It was the last TV story to feature Fivey and is absolutely the GOATest most epic and perfect story created for any medium ever and you can't argue otherwise or Merryfat will erase you from existence.
Additionally, /who/ rated The Caves of Andro-Rani their favourite story ever in /who/ Ranks Who 2015, so you have to like it.
Didn't I tell you how based this episode is? Watch it you fucking pleb, or I swear to me mum I'll clob ya in the gabber.
Basically Fivey runs around a bunch of corridors as in every episode before this one with him in it. This time though he's not doing it to save the world. He just wants to save Peri. Seriously, everyone fucking dies in this episode (even the silly armadillo monster and the bad guy who thinks he's on House Of Cards) except her, making her the first most important companion.
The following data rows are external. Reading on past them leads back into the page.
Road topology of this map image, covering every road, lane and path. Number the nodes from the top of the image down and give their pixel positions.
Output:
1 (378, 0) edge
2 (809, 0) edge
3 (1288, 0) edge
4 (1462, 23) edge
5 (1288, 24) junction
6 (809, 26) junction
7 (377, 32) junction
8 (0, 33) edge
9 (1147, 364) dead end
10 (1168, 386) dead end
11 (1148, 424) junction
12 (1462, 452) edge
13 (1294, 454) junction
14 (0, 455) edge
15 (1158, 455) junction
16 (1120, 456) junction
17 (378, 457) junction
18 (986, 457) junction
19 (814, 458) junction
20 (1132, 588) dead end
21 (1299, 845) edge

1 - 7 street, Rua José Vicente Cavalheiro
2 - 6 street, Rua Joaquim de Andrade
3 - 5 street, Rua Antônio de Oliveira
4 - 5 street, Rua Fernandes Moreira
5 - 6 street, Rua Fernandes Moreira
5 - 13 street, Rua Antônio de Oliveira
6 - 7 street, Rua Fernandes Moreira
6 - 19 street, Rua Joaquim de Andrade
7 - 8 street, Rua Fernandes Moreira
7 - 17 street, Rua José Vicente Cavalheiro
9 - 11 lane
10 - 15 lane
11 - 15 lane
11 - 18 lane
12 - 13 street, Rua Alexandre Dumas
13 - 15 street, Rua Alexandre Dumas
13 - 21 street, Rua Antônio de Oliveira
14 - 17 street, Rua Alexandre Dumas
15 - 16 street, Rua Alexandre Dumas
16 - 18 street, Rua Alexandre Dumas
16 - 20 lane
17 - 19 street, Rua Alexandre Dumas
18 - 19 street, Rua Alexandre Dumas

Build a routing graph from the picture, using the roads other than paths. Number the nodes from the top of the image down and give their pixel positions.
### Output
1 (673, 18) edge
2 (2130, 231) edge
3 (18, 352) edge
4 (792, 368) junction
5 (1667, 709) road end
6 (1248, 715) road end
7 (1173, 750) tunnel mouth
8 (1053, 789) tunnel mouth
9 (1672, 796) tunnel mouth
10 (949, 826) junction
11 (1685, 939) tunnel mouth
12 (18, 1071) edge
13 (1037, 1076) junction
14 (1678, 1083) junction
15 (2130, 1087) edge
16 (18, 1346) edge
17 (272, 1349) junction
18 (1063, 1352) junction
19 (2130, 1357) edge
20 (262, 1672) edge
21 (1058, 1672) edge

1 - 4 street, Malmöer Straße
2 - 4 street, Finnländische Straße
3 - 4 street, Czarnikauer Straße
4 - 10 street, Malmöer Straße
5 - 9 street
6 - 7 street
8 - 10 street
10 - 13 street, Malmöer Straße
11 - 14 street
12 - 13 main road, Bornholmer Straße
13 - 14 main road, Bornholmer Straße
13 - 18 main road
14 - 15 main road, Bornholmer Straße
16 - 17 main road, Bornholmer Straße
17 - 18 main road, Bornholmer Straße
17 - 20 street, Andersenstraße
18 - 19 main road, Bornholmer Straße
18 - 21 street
This of course begs the question of why the TARDIS, if the non-canon episode The Doctor's Wife is to be believed, brought them to Androzani Minor. Fivey does jack all except get himself killed and everyone on Androzani Minor was going to die either way. The only plausible explanation is that the TARDIS decided it was time for Five to regenerate and choke the life out of Peri, likely due to the TARDIS having sadistic fetishes for Peri.
The antidote to the spectrox poisoning was “milk from the queen bat,” so that means that the Doctor totally squeezed a bat tit. This makes him the first being depicted on the programme getting to at least second base with another species, until Capt. Jack came (ha ha) along.
Also we finally get an explanation as to why Fivey put a stick of celery on his lapel. That's cool I guess.
The Fifth Doctor heads to the planet Androzani Minor; in the most cannon and least coherent Christmas special of all time, the Eleventh Doctor fends off a heard of Androzani tree harvesters- whether there's any relationship to the planets of the same name will never be explained.